Il 1956 è l’annus horribilis. L’anno della convalescenza dopo l’infarto dell’ottobre precedente, l’anno dei “Fatti di Ungheria”. Peppino morirà poco dopo, il 3 novembre 1957.
“Diecimila, ventimila persone? - scriveva l’Unità il giorno dei funerali -. Impossibile fare un calcolo. Così come è impossibile descrivere il sentimento della gente, la commozione che era nel volto di tutti: Giorgio Amendola con gli occhi rossi di lacrime, Longo con le labbra serrate, Pajetta con lo sguardo annebbiato dal dolore, una donna vestita di scuro con le guance rigate da due lacrime accorate, un impiegato che aveva afferrato le mani di Lizzadri e singhiozzava come un bambino. Per ore e ore quasi ininterrottamente fino a tarda notte e poi dall’alba fino alle 16, una fiumana di gente ha sfilato commossa davanti alle spoglie del segretario generale della Cgil, nell’atrio della Confederazione, in Corso d’Italia, trasformato in camera ardente”.
E ancora: “Erano lavoratori romani, operai, impiegati, professionisti, uomini politici, compagni, amici, avversari di Giuseppe Di Vittorio (…). C’erano camerieri con ancora indosso la giacca bianca, vigili notturni, telefonisti, gente che era appena uscita dai teatri, uomini di tutte le età che, forse, di Di Vittorio conoscevano soltanto il volto bruno e amico riprodotto dai giornali (…) Tutti i negozi, lungo il percorso avevano abbassato le saracinesche, così i cinema e i caffè. Pareva che tutta la città si fosse data questo mesto appuntamento e che si confondesse così ogni distinzione di ceti sociali, di età, di mestiere. Mischiati fra la folla abbiamo visto volti noti di amici, di operai e di intellettuali. Vasco Pratolini piangeva accoratamente in prima fila lungo l’ala destra di corso Italia; tipografi del giornale, fattorini, commesse di negozi, studenti, giardinieri di villa Borghese, pensionati delle ferrovie, operai in tuta della sede Pirelli, vicino a Piazza della Croce Rossa: tutti sostavano lungo il percorso.
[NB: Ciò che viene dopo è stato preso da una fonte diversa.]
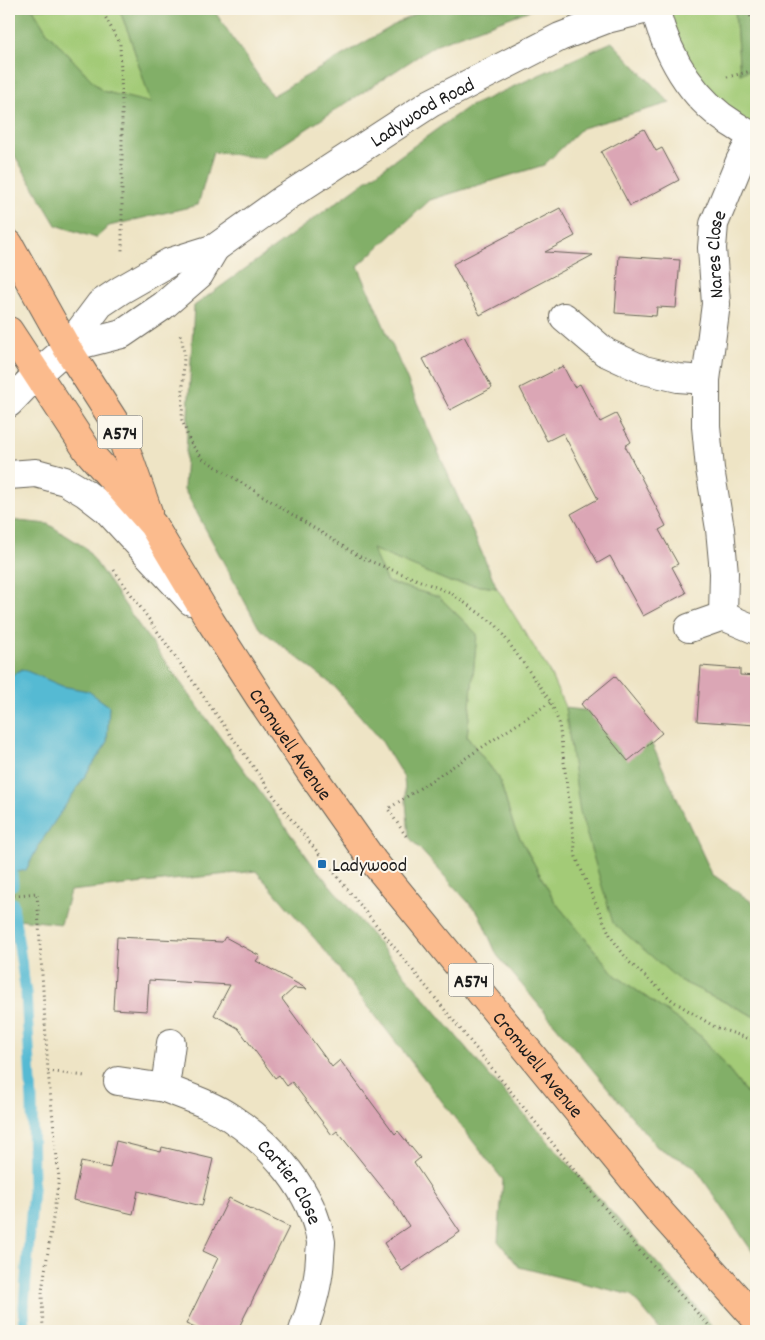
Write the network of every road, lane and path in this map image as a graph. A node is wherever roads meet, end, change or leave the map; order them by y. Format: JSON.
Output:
{"nodes":[{"id":1,"x":101,"y":9,"type":"edge"},
{"id":2,"x":648,"y":9,"type":"edge"},
{"id":3,"x":655,"y":9,"type":"edge"},
{"id":4,"x":732,"y":9,"type":"edge"},
{"id":5,"x":756,"y":41,"type":"edge"},
{"id":6,"x":756,"y":70,"type":"edge"},
{"id":7,"x":724,"y":78,"type":"dead end"},
{"id":8,"x":754,"y":136,"type":"edge"},
{"id":9,"x":9,"y":244,"type":"edge"},
{"id":10,"x":215,"y":248,"type":"junction"},
{"id":11,"x":122,"y":258,"type":"dead end"},
{"id":12,"x":564,"y":317,"type":"dead end"},
{"id":13,"x":9,"y":331,"type":"edge"},
{"id":14,"x":178,"y":331,"type":"dead end"},
{"id":15,"x":67,"y":348,"type":"junction"},
{"id":16,"x":36,"y":375,"type":"junction"},
{"id":17,"x":706,"y":380,"type":"junction"},
{"id":18,"x":9,"y":402,"type":"edge"},
{"id":19,"x":9,"y":474,"type":"edge"},
{"id":20,"x":153,"y":525,"type":"junction"},
{"id":21,"x":723,"y":616,"type":"junction"},
{"id":22,"x":211,"y":622,"type":"junction"},
{"id":23,"x":689,"y":628,"type":"dead end"},
{"id":24,"x":756,"y":630,"type":"edge"},
{"id":25,"x":551,"y":702,"type":"junction"},
{"id":26,"x":406,"y":836,"type":"dead end"},
{"id":27,"x":9,"y":896,"type":"edge"},
{"id":28,"x":756,"y":1041,"type":"edge"},
{"id":29,"x":171,"y":1043,"type":"dead end"},
{"id":30,"x":118,"y":1081,"type":"dead end"},
{"id":31,"x":165,"y":1088,"type":"junction"},
{"id":32,"x":756,"y":1319,"type":"edge"},
{"id":33,"x":43,"y":1331,"type":"edge"},
{"id":34,"x":303,"y":1331,"type":"edge"}],
"edges":[{"from":1,"to":11,"type":"path"},
{"from":2,"to":10,"type":"street","name":"Ladywood Road"},
{"from":3,"to":8,"type":"street"},
{"from":4,"to":5,"type":"path"},
{"from":6,"to":7,"type":"path"},
{"from":8,"to":17,"type":"street","name":"Nares Close"},
{"from":9,"to":15,"type":"main road","name":"Cromwell Avenue","number":"A574"},
{"from":10,"to":15,"type":"street","name":"Ladywood Road"},
{"from":10,"to":15,"type":"street","name":"Ladywood Road"},
{"from":12,"to":17,"type":"street"},
{"from":13,"to":16,"type":"main road","name":"Cromwell Avenue","number":"A574"},
{"from":14,"to":25,"type":"path"},
{"from":15,"to":16,"type":"street"},
{"from":15,"to":20,"type":"main road","name":"Cromwell Avenue","number":"A574"},
{"from":16,"to":18,"type":"street"},
{"from":16,"to":20,"type":"main road","name":"Cromwell Avenue","number":"A574"},
{"from":17,"to":21,"type":"street","name":"Nares Close"},
{"from":19,"to":22,"type":"street"},
{"from":20,"to":22,"type":"main road","name":"Cromwell Avenue","number":"A574"},
{"from":21,"to":23,"type":"street"},
{"from":21,"to":24,"type":"street"},
{"from":22,"to":32,"type":"main road","name":"Cromwell Avenue","number":"A574"},
{"from":25,"to":26,"type":"path"},
{"from":25,"to":28,"type":"path"},
{"from":27,"to":33,"type":"path"},
{"from":29,"to":31,"type":"street"},
{"from":30,"to":31,"type":"street","name":"Cartier Close"},
{"from":31,"to":34,"type":"street","name":"Cartier Close"}]}
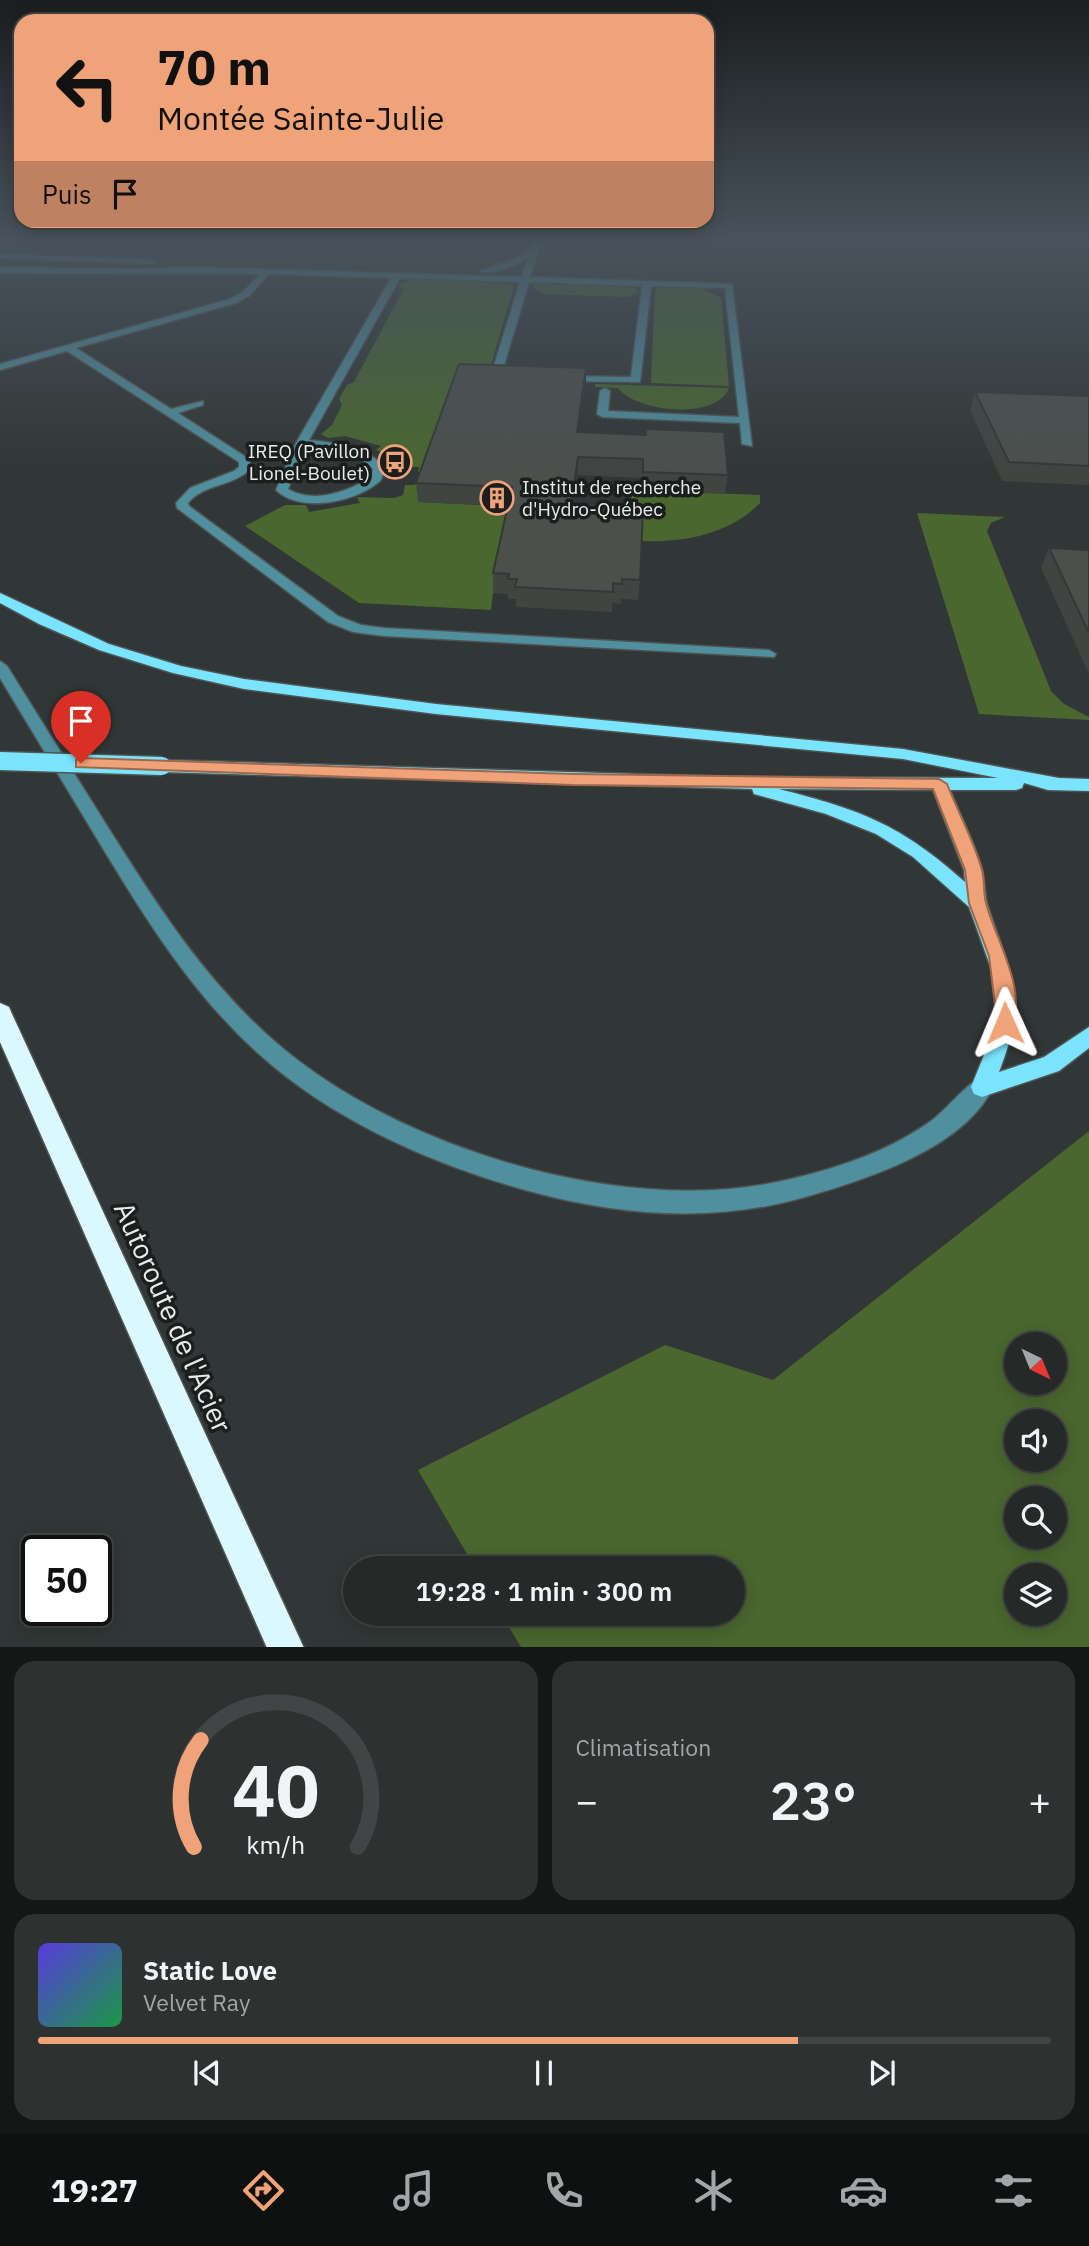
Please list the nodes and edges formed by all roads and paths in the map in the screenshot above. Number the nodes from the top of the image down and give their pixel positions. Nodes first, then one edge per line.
1 (181, 316) edge
2 (374, 316) edge
3 (514, 316) edge
4 (643, 316) edge
5 (733, 316) edge
6 (69, 348) junction
7 (0, 367) edge
8 (520, 376) edge
9 (545, 377) edge
10 (605, 391) dead end
11 (199, 403) dead end
12 (172, 412) junction
13 (745, 420) junction
14 (302, 443) junction
15 (748, 444) dead end
16 (0, 597) edge
17 (769, 654) dead end
18 (0, 666) edge
19 (0, 761) edge
20 (737, 783) junction
21 (939, 784) junction
22 (1058, 784) junction
23 (1089, 785) edge
24 (977, 903) junction
25 (0, 1014) edge
26 (1089, 1036) edge
27 (982, 1087) junction
28 (286, 1647) edge

1 - 6 street
2 - 14 street
3 - 8 street
4 - 9 street
5 - 13 street
6 - 7 street
6 - 12 street
10 - 13 street
11 - 12 street
12 - 17 street
13 - 15 street
14 - 14 street
16 - 22 main road
18 - 27 street
19 - 20 main road, bridge
20 - 21 main road
20 - 24 main road
21 - 22 main road
21 - 24 main road
22 - 23 main road
24 - 27 main road
25 - 28 highway, Autoroute de l'Acier
26 - 27 main road

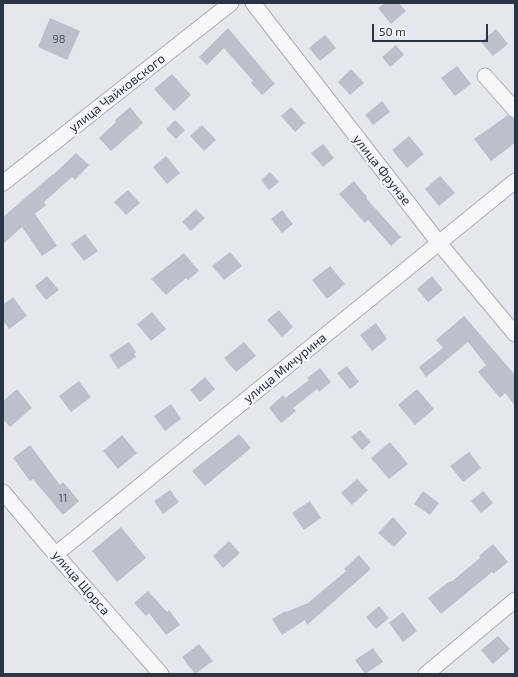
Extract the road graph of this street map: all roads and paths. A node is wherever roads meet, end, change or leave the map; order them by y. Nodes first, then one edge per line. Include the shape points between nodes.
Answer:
1 (231, 3) edge
2 (253, 3) edge
3 (485, 76) dead end
4 (515, 110) edge
5 (515, 181) edge
6 (3, 183) edge
7 (439, 243) junction
8 (515, 334) edge
9 (3, 492) edge
10 (56, 554) junction
11 (515, 600) edge
12 (161, 674) edge
13 (426, 674) edge

1 - 6 street, улица Чайковского
2 - 7 street, улица Фрунзе
3 - 4 street
5 - 7 street, улица Мичурина
7 - 8 street, улица Фрунзе
7 - 10 street, улица Мичурина
9 - 10 street, улица Щорса
10 - 12 street, улица Щорса
11 - 13 street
Era davvero come se fossero presenti qui i lavoratori di tutta Italia, quegli operai che tenevano ritratti di Di Vittorio nelle stanzette delle Commissioni interne, nei saloni delle Camere del lavoro, quei braccianti, quei mezzadri, quegli impiegati di ogni corrente sindacale e politica per i quali il nome del segretario della Cgil era prima di tutto il nome di un compagno e di un amico prezioso”.
Un compagno, un amico prezioso che non smetterà mai di mancarci ed al quale affettuosamente, come ogni anno, diciamo: “Buon compleanno, Peppino”.